Figure 4.

Four cycles of FOLFOX chemotherapy disrupts skeletal muscle metabolic and autophagy signaling after a 12-h fast. A: representative Western blot images with Coomassie blue protein stain, dashed line represents different areas of the same blot. Red gastrocnemius skeletal muscle total protein expression of AMPK, ULK1, and rpS6 (B). C: phosphorylated to total ratio of AMPK (T172), ULK1 (S555), ULK1 (S757), and rpS6 (S240/244). D: puromycin incorporation with representative Western blot and Coomassie blue protein stain, dashed line represents different areas of the same blot.
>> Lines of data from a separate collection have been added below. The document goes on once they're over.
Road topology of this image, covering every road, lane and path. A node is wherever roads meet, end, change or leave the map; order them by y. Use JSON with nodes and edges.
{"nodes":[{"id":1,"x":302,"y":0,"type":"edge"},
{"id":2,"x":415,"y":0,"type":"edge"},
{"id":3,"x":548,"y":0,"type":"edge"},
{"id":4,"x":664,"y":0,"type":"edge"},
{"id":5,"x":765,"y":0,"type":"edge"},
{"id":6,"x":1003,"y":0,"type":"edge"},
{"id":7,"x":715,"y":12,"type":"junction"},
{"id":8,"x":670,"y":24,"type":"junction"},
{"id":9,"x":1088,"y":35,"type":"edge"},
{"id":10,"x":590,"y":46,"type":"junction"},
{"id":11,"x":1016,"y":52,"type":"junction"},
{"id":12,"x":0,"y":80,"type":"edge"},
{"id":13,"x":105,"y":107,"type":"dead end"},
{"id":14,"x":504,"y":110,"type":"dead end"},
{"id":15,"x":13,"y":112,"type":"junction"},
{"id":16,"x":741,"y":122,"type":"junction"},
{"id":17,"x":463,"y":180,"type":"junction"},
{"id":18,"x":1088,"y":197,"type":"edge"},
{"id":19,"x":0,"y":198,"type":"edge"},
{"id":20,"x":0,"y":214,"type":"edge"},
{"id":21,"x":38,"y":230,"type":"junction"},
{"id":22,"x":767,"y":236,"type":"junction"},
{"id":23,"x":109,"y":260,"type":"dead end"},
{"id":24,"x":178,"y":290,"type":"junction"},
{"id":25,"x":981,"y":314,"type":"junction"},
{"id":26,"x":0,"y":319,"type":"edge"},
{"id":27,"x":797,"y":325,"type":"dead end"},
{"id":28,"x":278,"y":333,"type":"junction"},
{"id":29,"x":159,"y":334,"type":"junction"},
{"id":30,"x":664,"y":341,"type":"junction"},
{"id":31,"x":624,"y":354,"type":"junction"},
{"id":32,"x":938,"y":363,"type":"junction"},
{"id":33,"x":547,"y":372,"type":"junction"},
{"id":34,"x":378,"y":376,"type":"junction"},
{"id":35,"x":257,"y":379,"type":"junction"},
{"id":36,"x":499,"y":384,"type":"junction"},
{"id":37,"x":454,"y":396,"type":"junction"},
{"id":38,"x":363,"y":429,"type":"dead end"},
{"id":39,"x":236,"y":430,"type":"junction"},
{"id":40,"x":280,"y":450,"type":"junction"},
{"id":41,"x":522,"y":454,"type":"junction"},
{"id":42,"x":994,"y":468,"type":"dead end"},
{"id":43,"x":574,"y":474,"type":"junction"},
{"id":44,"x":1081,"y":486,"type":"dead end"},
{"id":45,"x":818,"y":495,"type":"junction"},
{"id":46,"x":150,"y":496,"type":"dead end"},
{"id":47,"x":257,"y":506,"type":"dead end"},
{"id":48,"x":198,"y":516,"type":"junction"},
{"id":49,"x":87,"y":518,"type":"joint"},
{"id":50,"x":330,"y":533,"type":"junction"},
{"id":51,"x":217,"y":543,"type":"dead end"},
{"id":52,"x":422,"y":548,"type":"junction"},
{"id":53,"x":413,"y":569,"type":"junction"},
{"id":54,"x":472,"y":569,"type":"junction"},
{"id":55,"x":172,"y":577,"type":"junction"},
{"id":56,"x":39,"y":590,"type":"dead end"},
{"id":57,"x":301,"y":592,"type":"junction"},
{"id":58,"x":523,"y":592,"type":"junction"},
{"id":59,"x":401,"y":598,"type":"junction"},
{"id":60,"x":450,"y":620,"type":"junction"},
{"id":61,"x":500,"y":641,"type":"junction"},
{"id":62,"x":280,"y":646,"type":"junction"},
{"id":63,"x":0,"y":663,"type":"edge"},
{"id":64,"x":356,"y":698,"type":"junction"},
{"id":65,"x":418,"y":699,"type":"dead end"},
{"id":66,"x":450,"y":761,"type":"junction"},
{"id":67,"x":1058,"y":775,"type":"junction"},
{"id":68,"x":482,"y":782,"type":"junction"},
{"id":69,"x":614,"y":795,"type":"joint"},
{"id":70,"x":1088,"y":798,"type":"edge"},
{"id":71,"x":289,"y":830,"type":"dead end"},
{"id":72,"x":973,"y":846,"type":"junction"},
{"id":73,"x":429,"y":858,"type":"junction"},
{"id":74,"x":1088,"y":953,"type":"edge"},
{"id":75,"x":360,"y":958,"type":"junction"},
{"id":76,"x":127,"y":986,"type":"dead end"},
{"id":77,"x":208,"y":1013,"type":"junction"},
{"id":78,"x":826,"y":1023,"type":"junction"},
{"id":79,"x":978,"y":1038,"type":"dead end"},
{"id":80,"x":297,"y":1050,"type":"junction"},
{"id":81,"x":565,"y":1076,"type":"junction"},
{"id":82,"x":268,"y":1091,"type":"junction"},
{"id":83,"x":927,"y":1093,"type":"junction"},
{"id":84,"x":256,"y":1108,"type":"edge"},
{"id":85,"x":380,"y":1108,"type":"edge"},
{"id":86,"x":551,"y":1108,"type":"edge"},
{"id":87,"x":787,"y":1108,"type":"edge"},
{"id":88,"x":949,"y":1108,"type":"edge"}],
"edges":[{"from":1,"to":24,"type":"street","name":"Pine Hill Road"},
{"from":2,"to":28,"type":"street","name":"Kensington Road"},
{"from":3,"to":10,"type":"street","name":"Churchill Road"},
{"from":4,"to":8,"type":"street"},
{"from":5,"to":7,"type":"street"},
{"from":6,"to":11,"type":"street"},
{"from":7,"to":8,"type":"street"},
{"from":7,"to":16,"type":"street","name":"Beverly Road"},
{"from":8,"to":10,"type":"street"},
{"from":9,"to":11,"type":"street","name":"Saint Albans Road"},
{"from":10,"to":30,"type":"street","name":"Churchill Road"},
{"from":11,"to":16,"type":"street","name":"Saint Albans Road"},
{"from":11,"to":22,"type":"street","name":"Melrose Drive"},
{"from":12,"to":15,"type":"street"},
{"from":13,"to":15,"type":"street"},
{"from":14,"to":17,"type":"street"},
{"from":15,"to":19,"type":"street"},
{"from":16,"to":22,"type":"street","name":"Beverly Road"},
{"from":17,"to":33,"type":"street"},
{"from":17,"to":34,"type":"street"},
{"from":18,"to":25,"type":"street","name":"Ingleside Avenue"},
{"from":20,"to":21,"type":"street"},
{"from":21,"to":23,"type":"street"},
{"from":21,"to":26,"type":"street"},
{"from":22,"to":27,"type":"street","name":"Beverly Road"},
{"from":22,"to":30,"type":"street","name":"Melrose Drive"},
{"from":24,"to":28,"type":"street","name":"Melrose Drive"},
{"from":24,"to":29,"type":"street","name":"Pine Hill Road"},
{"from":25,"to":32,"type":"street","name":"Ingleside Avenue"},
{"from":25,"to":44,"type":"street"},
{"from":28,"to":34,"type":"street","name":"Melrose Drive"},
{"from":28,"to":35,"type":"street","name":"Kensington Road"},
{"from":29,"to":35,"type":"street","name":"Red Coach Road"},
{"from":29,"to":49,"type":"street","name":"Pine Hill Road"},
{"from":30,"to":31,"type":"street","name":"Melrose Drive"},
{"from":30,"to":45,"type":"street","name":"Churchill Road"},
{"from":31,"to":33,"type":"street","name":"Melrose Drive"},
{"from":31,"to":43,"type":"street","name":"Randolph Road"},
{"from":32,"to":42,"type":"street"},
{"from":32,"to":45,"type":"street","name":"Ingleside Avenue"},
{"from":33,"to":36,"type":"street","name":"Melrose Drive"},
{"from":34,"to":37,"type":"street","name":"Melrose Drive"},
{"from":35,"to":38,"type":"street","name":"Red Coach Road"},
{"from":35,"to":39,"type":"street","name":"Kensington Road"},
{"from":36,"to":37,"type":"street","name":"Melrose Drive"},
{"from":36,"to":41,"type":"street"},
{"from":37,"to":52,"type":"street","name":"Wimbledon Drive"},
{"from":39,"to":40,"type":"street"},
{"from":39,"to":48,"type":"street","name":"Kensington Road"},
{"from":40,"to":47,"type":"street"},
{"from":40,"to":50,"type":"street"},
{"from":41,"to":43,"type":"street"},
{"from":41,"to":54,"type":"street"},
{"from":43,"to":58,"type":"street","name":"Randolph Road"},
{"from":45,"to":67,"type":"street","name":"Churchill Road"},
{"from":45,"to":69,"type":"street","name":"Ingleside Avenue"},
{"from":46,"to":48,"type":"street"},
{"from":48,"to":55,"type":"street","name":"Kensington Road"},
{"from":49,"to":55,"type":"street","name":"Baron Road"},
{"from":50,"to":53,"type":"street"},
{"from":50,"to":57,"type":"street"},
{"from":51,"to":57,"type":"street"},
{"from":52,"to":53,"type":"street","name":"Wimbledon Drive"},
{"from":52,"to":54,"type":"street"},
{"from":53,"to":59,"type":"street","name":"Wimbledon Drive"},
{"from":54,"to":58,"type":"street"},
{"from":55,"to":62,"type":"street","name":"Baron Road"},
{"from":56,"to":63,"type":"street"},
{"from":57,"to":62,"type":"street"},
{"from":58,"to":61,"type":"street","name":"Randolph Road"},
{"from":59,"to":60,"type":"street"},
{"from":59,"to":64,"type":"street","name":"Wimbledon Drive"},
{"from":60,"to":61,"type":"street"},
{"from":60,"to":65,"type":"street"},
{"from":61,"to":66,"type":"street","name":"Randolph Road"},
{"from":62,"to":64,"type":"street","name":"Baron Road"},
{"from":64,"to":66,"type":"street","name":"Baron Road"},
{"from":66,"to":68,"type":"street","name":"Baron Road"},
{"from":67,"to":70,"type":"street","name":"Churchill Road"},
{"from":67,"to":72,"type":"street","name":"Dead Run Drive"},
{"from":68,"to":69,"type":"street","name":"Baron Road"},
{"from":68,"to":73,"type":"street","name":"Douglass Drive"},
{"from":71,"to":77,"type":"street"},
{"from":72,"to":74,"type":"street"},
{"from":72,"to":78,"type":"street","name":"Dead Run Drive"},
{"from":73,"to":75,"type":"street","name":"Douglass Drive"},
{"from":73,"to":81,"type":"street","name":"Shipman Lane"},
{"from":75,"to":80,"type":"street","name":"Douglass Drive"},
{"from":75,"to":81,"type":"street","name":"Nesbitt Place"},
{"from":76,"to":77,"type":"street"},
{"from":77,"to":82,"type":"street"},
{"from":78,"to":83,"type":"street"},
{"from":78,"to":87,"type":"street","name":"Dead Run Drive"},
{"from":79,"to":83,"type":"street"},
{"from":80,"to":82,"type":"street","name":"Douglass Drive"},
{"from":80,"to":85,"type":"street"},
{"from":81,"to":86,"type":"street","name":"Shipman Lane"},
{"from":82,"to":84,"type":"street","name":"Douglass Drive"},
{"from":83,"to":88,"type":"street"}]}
E: Pearson r correlation between phosphorylated (p) rpS6 (S240/244) red gastrocnemius protein expression to protein synthesis in FOLFOX mice. F: protein expression of LC3BI, LC3BII, and the LC3BII/I ratio. G: Pearson r correlation between LC3BII/I and protein synthesis and CHO oxidation in FOLFOX mice (H). PBS: n = 8, FOLFOX: n = 8. Data are presented as means ± SE. Data are analyzed using unpaired t test and correlation with Pearson r correlation coefficient. Statistical significance was set to P < 0.05. Bold and italic values denote significance. *Different from PBS. AMPK, AMP-activated protein kinase; FOLFOX, 5-fluorouracil, leucovorin, oxaliplatin; LC3B, microtubule-associated protein 1 light chain 3B; NC, negative control; rpS6, ribosomal protein S6; ULK1, unc-51-like kinase 1.